:: ACTIVITY ::
Reproduce the entries verbatim; no pictures.

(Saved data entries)
*****
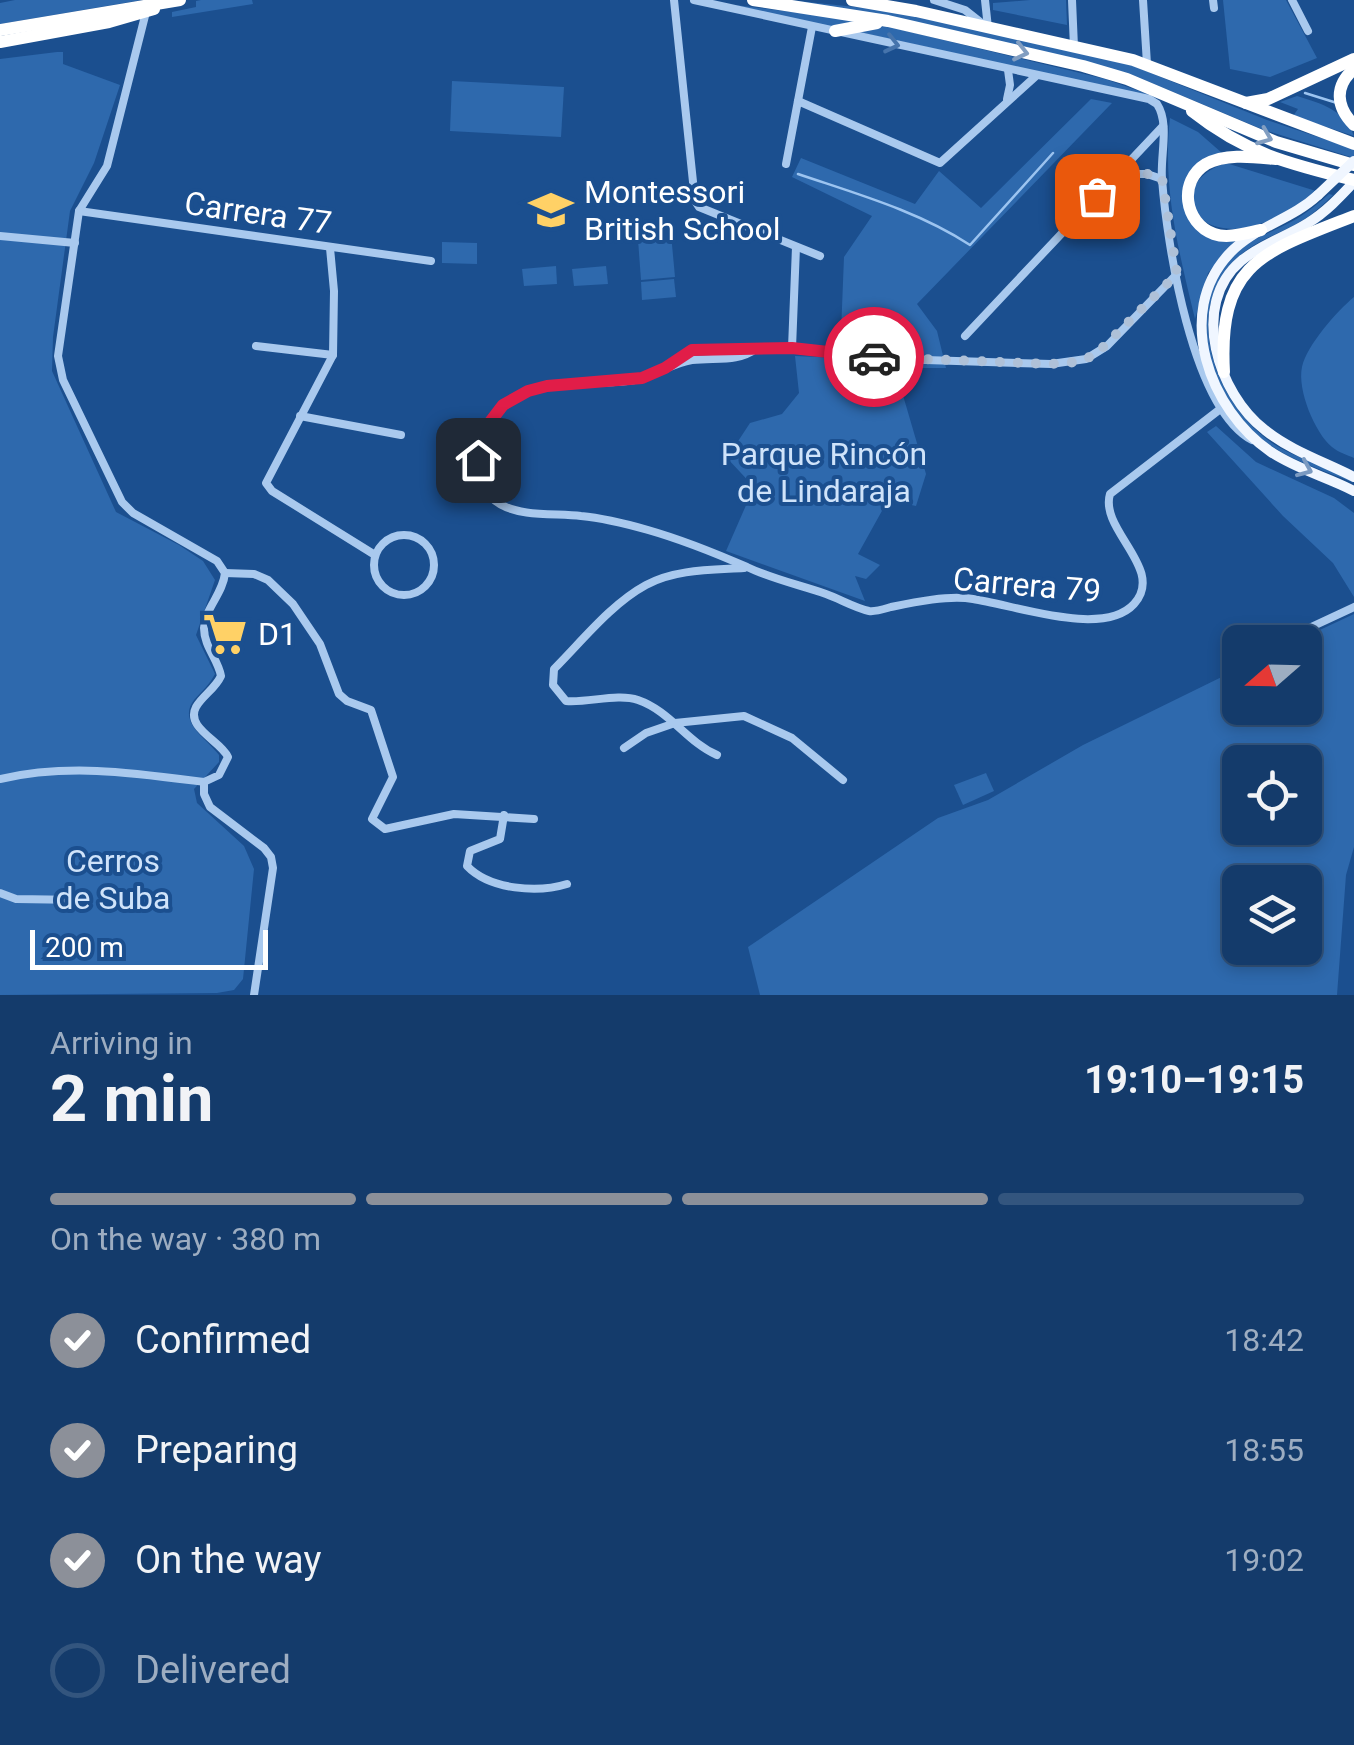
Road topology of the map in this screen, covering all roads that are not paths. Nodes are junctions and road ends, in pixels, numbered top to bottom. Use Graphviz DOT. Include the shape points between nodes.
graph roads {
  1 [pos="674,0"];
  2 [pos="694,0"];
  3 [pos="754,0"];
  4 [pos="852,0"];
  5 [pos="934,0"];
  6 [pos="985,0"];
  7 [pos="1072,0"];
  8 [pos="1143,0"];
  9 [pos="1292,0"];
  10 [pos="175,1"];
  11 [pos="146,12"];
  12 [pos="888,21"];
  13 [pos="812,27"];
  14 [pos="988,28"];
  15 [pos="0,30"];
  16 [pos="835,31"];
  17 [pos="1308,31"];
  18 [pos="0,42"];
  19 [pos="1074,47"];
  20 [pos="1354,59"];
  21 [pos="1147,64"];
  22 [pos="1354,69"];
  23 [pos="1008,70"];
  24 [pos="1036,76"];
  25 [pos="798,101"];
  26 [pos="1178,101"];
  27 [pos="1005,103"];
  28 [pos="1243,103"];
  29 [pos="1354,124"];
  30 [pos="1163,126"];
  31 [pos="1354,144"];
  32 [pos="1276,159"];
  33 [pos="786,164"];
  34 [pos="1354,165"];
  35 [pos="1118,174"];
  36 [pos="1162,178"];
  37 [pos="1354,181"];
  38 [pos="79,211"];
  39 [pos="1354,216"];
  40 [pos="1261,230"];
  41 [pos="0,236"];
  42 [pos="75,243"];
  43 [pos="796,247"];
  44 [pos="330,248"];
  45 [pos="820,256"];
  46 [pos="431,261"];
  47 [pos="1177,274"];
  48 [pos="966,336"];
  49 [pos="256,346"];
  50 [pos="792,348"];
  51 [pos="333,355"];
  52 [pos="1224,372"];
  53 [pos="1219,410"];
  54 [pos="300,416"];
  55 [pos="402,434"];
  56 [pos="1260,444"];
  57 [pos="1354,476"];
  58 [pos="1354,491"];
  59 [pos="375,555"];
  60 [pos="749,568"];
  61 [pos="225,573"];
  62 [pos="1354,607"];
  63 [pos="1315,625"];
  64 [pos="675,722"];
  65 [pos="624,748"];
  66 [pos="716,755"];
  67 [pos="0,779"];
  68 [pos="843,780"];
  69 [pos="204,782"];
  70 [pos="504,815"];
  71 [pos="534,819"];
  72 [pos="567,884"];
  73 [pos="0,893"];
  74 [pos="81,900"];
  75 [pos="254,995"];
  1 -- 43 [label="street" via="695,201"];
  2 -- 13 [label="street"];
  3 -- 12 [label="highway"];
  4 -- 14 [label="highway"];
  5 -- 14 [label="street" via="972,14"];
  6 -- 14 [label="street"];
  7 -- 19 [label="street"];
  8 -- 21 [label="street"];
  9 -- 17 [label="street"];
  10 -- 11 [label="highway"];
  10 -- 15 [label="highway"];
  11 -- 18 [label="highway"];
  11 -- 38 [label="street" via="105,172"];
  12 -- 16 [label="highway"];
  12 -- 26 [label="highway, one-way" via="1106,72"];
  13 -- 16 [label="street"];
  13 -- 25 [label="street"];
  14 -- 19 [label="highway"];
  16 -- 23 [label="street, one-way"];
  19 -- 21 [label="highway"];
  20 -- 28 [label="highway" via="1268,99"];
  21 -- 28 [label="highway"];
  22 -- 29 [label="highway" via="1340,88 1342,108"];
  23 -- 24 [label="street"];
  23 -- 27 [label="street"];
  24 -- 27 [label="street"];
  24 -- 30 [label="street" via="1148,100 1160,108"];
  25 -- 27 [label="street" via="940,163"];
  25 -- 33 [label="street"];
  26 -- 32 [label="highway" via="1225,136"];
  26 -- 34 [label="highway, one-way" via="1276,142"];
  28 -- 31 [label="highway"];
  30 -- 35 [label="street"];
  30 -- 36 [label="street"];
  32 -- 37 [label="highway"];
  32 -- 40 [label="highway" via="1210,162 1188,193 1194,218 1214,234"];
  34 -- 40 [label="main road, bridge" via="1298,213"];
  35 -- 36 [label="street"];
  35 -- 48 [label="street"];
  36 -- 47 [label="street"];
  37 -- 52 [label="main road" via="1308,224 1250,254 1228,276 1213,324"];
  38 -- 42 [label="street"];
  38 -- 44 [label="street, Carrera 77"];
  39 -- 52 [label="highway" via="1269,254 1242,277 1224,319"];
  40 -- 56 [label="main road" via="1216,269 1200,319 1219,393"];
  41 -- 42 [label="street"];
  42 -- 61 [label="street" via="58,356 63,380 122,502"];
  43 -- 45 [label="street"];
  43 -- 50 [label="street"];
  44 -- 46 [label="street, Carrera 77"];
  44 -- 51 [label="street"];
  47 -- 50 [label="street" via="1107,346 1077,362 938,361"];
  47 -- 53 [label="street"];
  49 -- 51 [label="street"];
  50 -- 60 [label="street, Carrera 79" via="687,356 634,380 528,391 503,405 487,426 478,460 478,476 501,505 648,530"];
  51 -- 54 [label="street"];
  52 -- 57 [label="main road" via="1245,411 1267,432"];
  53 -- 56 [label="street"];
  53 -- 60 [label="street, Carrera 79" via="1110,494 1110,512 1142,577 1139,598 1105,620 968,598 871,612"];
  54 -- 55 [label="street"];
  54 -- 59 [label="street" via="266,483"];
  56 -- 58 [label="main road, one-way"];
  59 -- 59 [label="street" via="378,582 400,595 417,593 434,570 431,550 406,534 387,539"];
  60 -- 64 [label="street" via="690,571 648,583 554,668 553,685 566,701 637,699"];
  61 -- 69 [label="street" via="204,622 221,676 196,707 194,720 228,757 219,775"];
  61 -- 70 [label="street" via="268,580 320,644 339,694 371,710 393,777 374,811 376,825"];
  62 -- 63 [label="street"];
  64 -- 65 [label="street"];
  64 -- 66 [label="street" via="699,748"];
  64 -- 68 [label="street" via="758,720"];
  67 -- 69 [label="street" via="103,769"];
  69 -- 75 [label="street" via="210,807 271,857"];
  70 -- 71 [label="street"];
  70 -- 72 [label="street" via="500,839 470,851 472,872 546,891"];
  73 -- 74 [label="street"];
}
*****
:: REPLY TO THE EXERCISE ::
Road topology of the map in this screen, covering all roads that are not paths. Nodes are junctions and road ends, in pixels, numbered top to bottom. Use Graphviz DOT. Include the shape points between nodes.
graph roads {
  1 [pos="674,0"];
  2 [pos="694,0"];
  3 [pos="754,0"];
  4 [pos="852,0"];
  5 [pos="934,0"];
  6 [pos="985,0"];
  7 [pos="1072,0"];
  8 [pos="1143,0"];
  9 [pos="1292,0"];
  10 [pos="175,1"];
  11 [pos="146,12"];
  12 [pos="888,21"];
  13 [pos="812,27"];
  14 [pos="988,28"];
  15 [pos="0,30"];
  16 [pos="835,31"];
  17 [pos="1308,31"];
  18 [pos="0,42"];
  19 [pos="1074,47"];
  20 [pos="1354,59"];
  21 [pos="1147,64"];
  22 [pos="1354,69"];
  23 [pos="1008,70"];
  24 [pos="1036,76"];
  25 [pos="798,101"];
  26 [pos="1178,101"];
  27 [pos="1005,103"];
  28 [pos="1243,103"];
  29 [pos="1354,124"];
  30 [pos="1163,126"];
  31 [pos="1354,144"];
  32 [pos="1276,159"];
  33 [pos="786,164"];
  34 [pos="1354,165"];
  35 [pos="1118,174"];
  36 [pos="1162,178"];
  37 [pos="1354,181"];
  38 [pos="79,211"];
  39 [pos="1354,216"];
  40 [pos="1261,230"];
  41 [pos="0,236"];
  42 [pos="75,243"];
  43 [pos="796,247"];
  44 [pos="330,248"];
  45 [pos="820,256"];
  46 [pos="431,261"];
  47 [pos="1177,274"];
  48 [pos="966,336"];
  49 [pos="256,346"];
  50 [pos="792,348"];
  51 [pos="333,355"];
  52 [pos="1224,372"];
  53 [pos="1219,410"];
  54 [pos="300,416"];
  55 [pos="402,434"];
  56 [pos="1260,444"];
  57 [pos="1354,476"];
  58 [pos="1354,491"];
  59 [pos="375,555"];
  60 [pos="749,568"];
  61 [pos="225,573"];
  62 [pos="1354,607"];
  63 [pos="1315,625"];
  64 [pos="675,722"];
  65 [pos="624,748"];
  66 [pos="716,755"];
  67 [pos="0,779"];
  68 [pos="843,780"];
  69 [pos="204,782"];
  70 [pos="504,815"];
  71 [pos="534,819"];
  72 [pos="567,884"];
  73 [pos="0,893"];
  74 [pos="81,900"];
  75 [pos="254,995"];
  1 -- 43 [label="street" via="695,201"];
  2 -- 13 [label="street"];
  3 -- 12 [label="highway"];
  4 -- 14 [label="highway"];
  5 -- 14 [label="street" via="972,14"];
  6 -- 14 [label="street"];
  7 -- 19 [label="street"];
  8 -- 21 [label="street"];
  9 -- 17 [label="street"];
  10 -- 11 [label="highway"];
  10 -- 15 [label="highway"];
  11 -- 18 [label="highway"];
  11 -- 38 [label="street" via="105,172"];
  12 -- 16 [label="highway"];
  12 -- 26 [label="highway, one-way" via="1106,72"];
  13 -- 16 [label="street"];
  13 -- 25 [label="street"];
  14 -- 19 [label="highway"];
  16 -- 23 [label="street, one-way"];
  19 -- 21 [label="highway"];
  20 -- 28 [label="highway" via="1268,99"];
  21 -- 28 [label="highway"];
  22 -- 29 [label="highway" via="1340,88 1342,108"];
  23 -- 24 [label="street"];
  23 -- 27 [label="street"];
  24 -- 27 [label="street"];
  24 -- 30 [label="street" via="1148,100 1160,108"];
  25 -- 27 [label="street" via="940,163"];
  25 -- 33 [label="street"];
  26 -- 32 [label="highway" via="1225,136"];
  26 -- 34 [label="highway, one-way" via="1276,142"];
  28 -- 31 [label="highway"];
  30 -- 35 [label="street"];
  30 -- 36 [label="street"];
  32 -- 37 [label="highway"];
  32 -- 40 [label="highway" via="1210,162 1188,193 1194,218 1214,234"];
  34 -- 40 [label="main road, bridge" via="1298,213"];
  35 -- 36 [label="street"];
  35 -- 48 [label="street"];
  36 -- 47 [label="street"];
  37 -- 52 [label="main road" via="1308,224 1250,254 1228,276 1213,324"];
  38 -- 42 [label="street"];
  38 -- 44 [label="street, Carrera 77"];
  39 -- 52 [label="highway" via="1269,254 1242,277 1224,319"];
  40 -- 56 [label="main road" via="1216,269 1200,319 1219,393"];
  41 -- 42 [label="street"];
  42 -- 61 [label="street" via="58,356 63,380 122,502"];
  43 -- 45 [label="street"];
  43 -- 50 [label="street"];
  44 -- 46 [label="street, Carrera 77"];
  44 -- 51 [label="street"];
  47 -- 50 [label="street" via="1107,346 1077,362 938,361"];
  47 -- 53 [label="street"];
  49 -- 51 [label="street"];
  50 -- 60 [label="street, Carrera 79" via="687,356 634,380 528,391 503,405 487,426 478,460 478,476 501,505 648,530"];
  51 -- 54 [label="street"];
  52 -- 57 [label="main road" via="1245,411 1267,432"];
  53 -- 56 [label="street"];
  53 -- 60 [label="street, Carrera 79" via="1110,494 1110,512 1142,577 1139,598 1105,620 968,598 871,612"];
  54 -- 55 [label="street"];
  54 -- 59 [label="street" via="266,483"];
  56 -- 58 [label="main road, one-way"];
  59 -- 59 [label="street" via="378,582 400,595 417,593 434,570 431,550 406,534 387,539"];
  60 -- 64 [label="street" via="690,571 648,583 554,668 553,685 566,701 637,699"];
  61 -- 69 [label="street" via="204,622 221,676 196,707 194,720 228,757 219,775"];
  61 -- 70 [label="street" via="268,580 320,644 339,694 371,710 393,777 374,811 376,825"];
  62 -- 63 [label="street"];
  64 -- 65 [label="street"];
  64 -- 66 [label="street" via="699,748"];
  64 -- 68 [label="street" via="758,720"];
  67 -- 69 [label="street" via="103,769"];
  69 -- 75 [label="street" via="210,807 271,857"];
  70 -- 71 [label="street"];
  70 -- 72 [label="street" via="500,839 470,851 472,872 546,891"];
  73 -- 74 [label="street"];
}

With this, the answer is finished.